Watching was Tim Bozon, who, like Niederreiter, is a native of Switzerland. He decided he wanted to work on his own one-handed move, and spent two years figuring out a way to best his countryman.
Tuesday at the 2012 Home Hardware CHL/NHL Top Prospects Game, Bozon, in his first season as a forward with the Kamloops Blazers, showed off his pet move.
Scooping the puck up on the blade of his stick, Bozon kept the puck in place as he held his stick high over his head while he skated in on net. He finished with a spin-o-rama, but when he tried to score lacrosse-style, the puck landed in the crease and bounced wide of the net.
Regardless, it was the highlight move in the highlight event of the night. He received a total score of 27 out of a possible 30 from the three judges, the highest in the first round.
"Everyone remembers his one-hand goal, so I tried to do a different one with one hand," Bozon told NHL.com. "I didn't score -- almost scored -- but I tried the creativity he (Niederreiter) had two years ago."
Kitchener Rangers forward Radek Faksa won the event for Team Orr, scoring twice on his three opportunities and receiving a final-round total of 26 to edge Bozon.
Faksa's first move was the one that didn't quite go the way he had planned.
"I was skating in forward and turned around backward at the top of the circles," said Faksa, "and then once I got near the goalie I put it through my legs and while I was going backward and tried to score that way. It didn't work out for me."
That was the only thing that didn't work for the player ranked fourth on NHL Central Scouting's list of the top North American skaters for the 2012 NHL Draft, as he came back and scored on his next two attempts as the players tried harder to score rather than be fancy.
"It was a bunch of confusion before the game," said Faksa. "The coach was telling us to score goals, the scouts don't really want to see fancy stuff, then the judges were telling us they were only going on fancy stuff. It was a bit of mixed emotions before. I tried a little fancy one at the start, then I got told to try to score the second time. I did that and it worked out for me."
London Knights forward Andreas Athanasiou was the favorite going into the event. He showcased his creativity over the summer and the NHL Research, Development and Orientation Camp in Toronto, and told NHL.com earlier Tuesday that after watching Saint John's Tomas Jurco dazzle at last year's event, he had something even better planned.
"If I'm able to follow through with it, it'll look pretty cool," he said. "It'll give the judges something to look at. It's a good little move, and it'll look really cool. I've practiced it a couple of times, so I'm a little familiar with it. If I'm able to pull it off, it'll help my confidence. I'm kind of banking on this one move so hopefully I can pull it off."
When his turn came up, however, Athanasiou was unable to pull off his move, which consisted of him picking up the puck on the butt end of his stick and skating in on goal that way.

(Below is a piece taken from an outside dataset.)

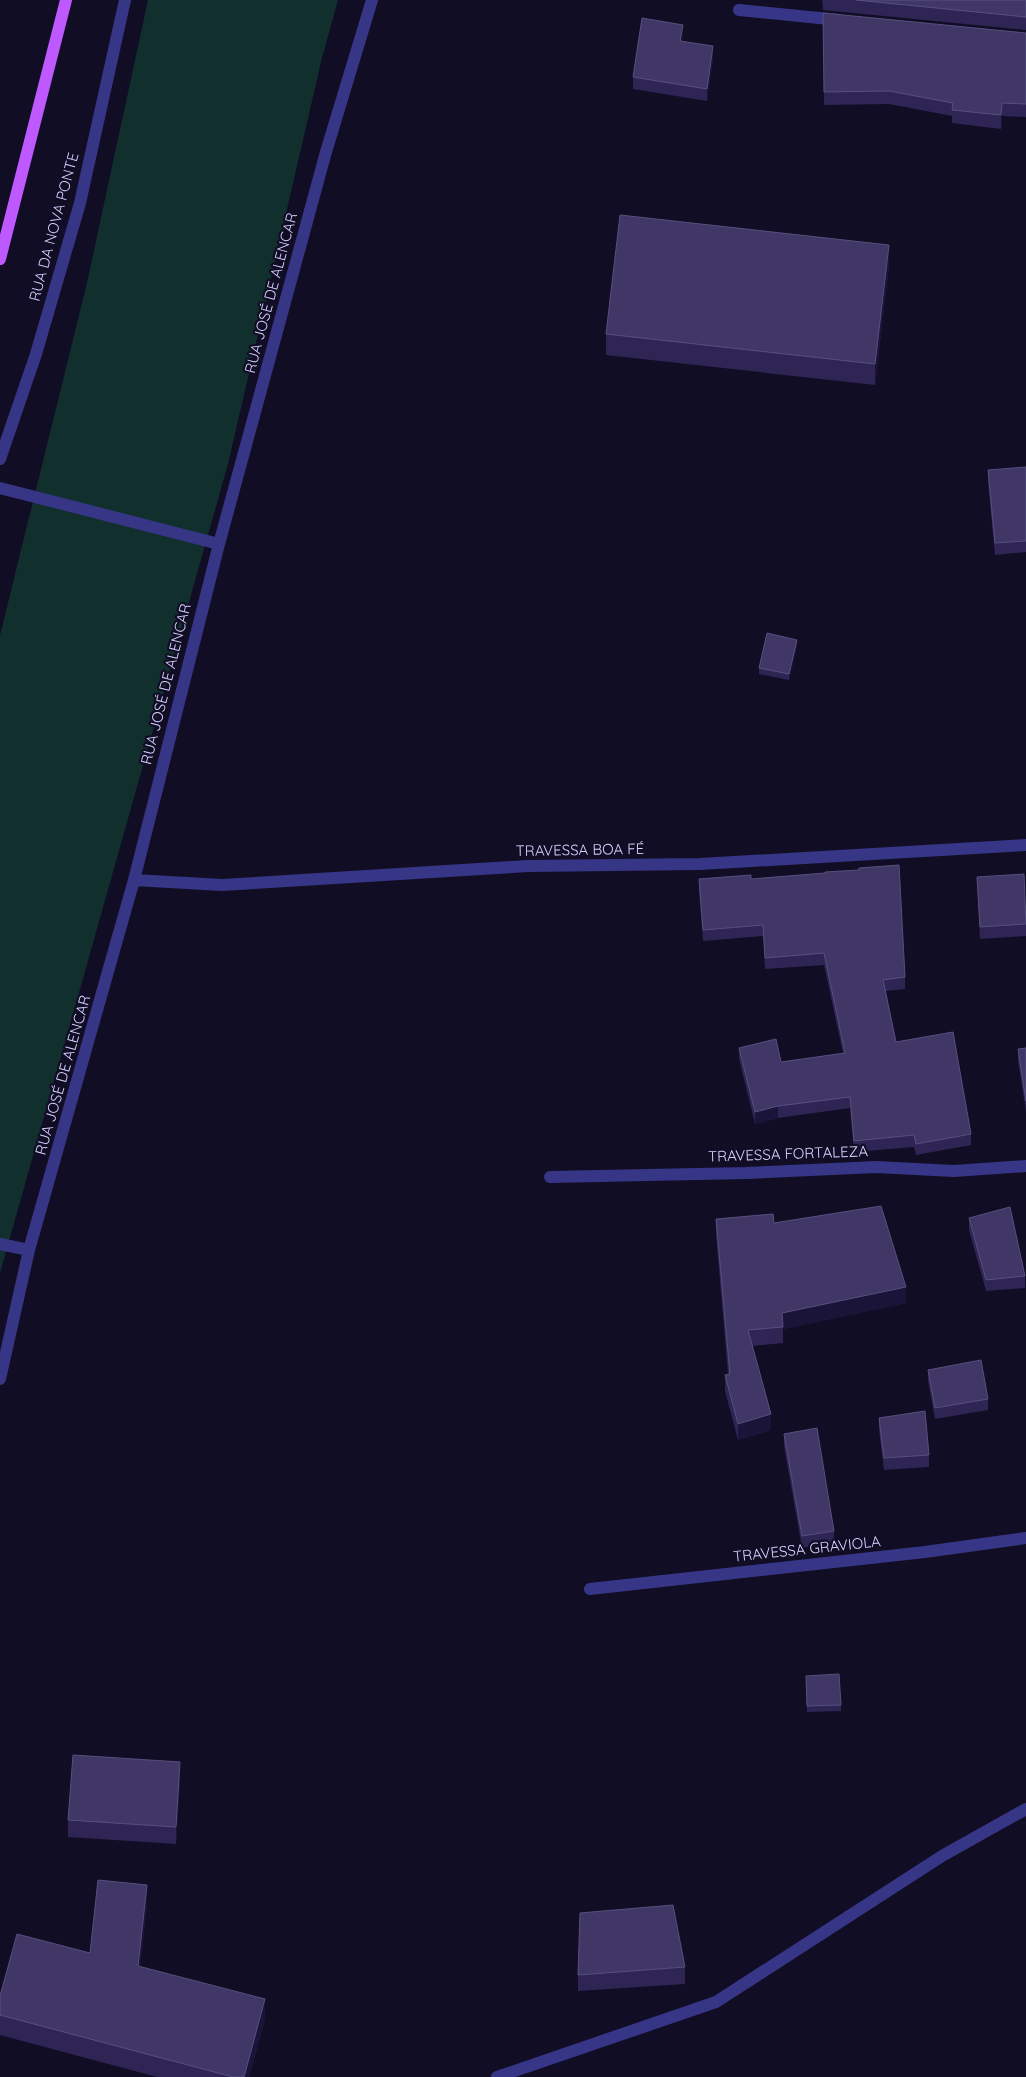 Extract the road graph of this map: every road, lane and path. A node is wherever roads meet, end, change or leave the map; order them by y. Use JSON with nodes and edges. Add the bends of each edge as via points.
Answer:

"It's like a rotation move," he told NHL.com. "I pick it up on my stick, kind of rotate it over my body or over the head, over and back, on the butt end of the stick. I was doing it perfectly this morning, I was practicing it a lot, but the puck didn't like me today. I practiced for a while, had it down pat, but I guess I got a little nervous and it got a little slippery."
Regardless of the move not working, the event still was the most fun as the players were able to showcase their more creative side.
"They tell us to try to be creative and show people we have some skills," said Bozon. "We just go there and try to do what we know."